(Dataset entries)
BEGIN

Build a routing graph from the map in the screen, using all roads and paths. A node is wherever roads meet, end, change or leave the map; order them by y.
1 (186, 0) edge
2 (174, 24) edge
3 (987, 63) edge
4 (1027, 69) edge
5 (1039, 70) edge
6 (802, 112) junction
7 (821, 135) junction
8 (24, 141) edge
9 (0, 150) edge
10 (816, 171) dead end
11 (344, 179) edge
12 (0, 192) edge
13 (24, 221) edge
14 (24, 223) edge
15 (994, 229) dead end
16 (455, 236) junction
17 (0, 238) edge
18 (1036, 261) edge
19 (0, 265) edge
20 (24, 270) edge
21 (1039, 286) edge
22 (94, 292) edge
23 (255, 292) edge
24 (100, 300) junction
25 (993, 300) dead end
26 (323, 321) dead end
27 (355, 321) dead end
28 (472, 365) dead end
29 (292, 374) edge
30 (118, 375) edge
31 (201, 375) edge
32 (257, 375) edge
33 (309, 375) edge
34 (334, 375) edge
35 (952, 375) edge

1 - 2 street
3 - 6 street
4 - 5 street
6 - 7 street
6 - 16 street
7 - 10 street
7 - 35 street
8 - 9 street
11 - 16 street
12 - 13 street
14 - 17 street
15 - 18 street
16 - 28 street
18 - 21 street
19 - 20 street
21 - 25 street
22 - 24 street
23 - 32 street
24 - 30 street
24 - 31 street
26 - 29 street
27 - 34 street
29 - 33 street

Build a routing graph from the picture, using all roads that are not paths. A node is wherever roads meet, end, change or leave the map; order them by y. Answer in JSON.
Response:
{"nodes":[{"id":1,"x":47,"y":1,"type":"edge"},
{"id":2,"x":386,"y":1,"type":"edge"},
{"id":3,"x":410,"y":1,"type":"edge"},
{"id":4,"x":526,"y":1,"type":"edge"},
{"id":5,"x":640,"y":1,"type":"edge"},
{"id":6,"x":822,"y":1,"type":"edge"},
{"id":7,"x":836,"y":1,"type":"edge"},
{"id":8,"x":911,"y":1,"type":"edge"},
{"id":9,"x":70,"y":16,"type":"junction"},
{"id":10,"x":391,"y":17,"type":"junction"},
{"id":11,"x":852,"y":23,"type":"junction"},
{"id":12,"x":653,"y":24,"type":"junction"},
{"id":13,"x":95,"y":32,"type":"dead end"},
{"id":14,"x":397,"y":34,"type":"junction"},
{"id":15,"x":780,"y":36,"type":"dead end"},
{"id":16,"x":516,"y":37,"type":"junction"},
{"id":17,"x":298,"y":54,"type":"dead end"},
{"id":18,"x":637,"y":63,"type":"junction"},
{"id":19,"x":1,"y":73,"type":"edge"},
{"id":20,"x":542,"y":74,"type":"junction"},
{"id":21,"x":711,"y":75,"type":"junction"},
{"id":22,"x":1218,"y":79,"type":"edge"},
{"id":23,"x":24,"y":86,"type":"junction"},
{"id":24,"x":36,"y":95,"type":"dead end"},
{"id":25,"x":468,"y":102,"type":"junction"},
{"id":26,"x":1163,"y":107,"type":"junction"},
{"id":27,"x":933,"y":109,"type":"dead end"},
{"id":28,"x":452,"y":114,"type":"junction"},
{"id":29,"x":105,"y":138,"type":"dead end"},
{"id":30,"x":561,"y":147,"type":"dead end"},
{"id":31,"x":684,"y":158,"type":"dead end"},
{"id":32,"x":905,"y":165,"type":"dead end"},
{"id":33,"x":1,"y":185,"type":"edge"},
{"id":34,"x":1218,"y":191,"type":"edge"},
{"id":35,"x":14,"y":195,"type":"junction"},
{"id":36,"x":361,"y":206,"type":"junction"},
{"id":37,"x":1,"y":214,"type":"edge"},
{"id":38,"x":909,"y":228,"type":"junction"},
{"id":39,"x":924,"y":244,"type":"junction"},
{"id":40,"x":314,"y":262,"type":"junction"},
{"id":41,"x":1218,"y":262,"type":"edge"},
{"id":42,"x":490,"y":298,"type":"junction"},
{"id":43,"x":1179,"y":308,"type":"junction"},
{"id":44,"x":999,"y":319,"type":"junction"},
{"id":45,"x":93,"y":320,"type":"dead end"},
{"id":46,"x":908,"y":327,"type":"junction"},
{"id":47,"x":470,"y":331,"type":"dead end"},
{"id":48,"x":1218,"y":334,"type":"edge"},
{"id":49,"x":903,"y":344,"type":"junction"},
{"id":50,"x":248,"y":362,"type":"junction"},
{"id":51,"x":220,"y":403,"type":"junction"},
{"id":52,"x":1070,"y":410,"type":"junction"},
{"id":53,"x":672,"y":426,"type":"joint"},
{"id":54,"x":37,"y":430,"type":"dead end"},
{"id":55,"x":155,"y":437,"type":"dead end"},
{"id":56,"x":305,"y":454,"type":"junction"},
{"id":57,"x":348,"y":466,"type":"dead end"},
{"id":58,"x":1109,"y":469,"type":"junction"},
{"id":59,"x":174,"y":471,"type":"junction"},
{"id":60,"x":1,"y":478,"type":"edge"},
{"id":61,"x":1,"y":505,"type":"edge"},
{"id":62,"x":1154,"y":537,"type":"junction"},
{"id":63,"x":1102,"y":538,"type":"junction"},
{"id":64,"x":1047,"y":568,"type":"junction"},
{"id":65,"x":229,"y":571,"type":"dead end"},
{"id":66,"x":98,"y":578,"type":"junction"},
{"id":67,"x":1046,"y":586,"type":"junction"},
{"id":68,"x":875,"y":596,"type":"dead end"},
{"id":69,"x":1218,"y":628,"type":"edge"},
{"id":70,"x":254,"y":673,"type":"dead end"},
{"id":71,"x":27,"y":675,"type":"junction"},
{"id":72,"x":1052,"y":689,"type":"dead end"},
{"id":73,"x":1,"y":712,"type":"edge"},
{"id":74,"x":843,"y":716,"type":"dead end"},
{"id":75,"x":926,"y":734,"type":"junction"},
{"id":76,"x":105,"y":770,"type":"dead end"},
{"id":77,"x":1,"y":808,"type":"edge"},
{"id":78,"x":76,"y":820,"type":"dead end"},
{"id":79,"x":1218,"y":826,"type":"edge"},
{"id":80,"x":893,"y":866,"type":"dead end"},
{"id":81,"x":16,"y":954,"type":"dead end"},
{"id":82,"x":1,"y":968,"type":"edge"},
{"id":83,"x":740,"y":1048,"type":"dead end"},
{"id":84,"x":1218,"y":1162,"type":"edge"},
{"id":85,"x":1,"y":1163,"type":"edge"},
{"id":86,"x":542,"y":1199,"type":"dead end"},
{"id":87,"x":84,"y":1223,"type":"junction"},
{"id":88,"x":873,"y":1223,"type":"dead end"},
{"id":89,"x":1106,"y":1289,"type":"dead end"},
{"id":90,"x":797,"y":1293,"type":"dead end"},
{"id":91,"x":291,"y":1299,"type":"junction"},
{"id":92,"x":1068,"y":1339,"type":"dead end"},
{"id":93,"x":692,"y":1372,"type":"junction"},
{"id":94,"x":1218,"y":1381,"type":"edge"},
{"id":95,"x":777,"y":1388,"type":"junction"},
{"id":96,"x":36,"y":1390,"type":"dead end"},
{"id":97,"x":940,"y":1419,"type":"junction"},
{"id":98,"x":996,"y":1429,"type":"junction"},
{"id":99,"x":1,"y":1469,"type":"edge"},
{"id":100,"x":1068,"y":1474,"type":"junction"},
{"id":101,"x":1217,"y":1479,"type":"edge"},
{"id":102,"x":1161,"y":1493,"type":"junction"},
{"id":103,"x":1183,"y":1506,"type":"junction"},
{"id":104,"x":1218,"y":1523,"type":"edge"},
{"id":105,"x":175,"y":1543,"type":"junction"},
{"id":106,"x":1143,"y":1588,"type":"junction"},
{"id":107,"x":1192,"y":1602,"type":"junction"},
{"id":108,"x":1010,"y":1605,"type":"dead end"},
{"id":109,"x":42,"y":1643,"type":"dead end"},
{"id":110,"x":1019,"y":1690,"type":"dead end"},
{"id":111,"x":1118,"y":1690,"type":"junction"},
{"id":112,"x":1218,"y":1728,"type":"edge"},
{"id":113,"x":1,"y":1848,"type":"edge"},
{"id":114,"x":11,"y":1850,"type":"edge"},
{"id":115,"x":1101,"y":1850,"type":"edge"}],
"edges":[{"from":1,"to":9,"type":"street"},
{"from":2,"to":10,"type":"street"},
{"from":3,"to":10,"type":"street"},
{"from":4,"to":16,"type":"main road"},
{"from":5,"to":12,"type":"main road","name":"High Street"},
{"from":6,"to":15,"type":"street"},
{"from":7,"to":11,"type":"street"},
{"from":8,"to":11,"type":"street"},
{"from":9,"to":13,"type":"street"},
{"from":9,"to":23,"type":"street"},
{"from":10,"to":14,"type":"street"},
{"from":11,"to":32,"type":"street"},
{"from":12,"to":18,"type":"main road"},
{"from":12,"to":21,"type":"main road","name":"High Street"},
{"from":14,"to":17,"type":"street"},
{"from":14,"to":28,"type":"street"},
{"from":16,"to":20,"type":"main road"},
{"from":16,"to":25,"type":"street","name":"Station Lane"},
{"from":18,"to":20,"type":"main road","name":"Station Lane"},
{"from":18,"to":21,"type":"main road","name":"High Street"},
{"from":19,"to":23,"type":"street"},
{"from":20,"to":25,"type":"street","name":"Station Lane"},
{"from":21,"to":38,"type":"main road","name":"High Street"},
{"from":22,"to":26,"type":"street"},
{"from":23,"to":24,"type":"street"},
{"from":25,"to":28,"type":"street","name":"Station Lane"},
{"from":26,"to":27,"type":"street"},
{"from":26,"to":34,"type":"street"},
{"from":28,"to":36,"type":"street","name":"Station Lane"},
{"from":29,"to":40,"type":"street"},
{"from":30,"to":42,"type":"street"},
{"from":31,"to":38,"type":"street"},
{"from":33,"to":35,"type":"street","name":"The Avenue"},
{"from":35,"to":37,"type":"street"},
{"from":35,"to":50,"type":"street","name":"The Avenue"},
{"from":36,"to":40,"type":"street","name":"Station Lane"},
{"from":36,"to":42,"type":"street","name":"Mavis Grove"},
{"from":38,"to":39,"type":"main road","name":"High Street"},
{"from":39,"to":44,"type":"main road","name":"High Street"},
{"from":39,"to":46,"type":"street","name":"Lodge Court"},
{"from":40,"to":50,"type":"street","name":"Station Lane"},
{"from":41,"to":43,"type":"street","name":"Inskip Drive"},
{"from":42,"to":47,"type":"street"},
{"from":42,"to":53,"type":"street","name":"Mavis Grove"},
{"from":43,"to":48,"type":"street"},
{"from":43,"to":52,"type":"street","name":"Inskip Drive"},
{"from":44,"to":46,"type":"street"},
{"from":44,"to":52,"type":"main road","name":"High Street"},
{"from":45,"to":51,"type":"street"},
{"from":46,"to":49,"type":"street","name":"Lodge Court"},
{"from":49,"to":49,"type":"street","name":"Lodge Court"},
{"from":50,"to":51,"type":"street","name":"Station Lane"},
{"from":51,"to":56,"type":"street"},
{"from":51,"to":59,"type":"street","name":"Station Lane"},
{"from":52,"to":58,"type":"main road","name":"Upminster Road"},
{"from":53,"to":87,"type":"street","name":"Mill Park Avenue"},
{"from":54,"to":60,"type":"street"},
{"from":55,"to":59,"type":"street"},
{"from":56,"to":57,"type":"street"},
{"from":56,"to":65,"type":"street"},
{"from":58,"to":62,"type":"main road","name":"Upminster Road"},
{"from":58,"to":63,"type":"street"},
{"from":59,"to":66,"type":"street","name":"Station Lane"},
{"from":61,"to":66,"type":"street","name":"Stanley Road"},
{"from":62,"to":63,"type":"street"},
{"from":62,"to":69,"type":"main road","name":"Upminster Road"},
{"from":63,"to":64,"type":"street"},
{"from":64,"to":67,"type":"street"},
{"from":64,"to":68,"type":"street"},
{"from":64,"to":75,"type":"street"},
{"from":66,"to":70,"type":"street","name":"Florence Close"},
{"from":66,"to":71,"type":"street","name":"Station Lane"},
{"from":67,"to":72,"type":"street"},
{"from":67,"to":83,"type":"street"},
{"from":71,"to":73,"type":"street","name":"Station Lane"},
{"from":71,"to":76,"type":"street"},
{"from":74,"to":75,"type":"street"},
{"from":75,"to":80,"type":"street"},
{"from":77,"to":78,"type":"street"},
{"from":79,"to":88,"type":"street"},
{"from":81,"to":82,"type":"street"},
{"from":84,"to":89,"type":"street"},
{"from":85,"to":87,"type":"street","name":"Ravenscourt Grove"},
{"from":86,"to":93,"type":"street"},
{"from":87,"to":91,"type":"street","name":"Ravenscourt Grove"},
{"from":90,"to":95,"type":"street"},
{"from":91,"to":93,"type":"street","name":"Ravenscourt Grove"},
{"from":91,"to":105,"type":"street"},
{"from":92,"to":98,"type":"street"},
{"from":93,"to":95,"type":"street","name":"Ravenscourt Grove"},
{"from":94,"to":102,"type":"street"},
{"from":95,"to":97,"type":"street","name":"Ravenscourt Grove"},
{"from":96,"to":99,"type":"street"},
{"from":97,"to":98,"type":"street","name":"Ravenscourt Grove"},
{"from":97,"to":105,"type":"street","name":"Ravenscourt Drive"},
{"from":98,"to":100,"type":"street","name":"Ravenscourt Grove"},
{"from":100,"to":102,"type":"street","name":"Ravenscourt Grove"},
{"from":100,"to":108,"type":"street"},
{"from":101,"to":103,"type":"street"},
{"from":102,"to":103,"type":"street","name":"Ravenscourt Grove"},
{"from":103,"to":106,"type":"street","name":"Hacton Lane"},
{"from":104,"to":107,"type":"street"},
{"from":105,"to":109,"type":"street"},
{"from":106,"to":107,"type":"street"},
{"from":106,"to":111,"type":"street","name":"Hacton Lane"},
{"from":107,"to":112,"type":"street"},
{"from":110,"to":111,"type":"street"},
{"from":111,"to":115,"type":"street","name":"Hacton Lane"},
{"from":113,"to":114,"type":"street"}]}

END

→ What the task asks
Filter the preceding entries down to the lines with "Hacton".

→ Written answer
{"from":103,"to":106,"type":"street","name":"Hacton Lane"},
{"from":106,"to":111,"type":"street","name":"Hacton Lane"},
{"from":111,"to":115,"type":"street","name":"Hacton Lane"},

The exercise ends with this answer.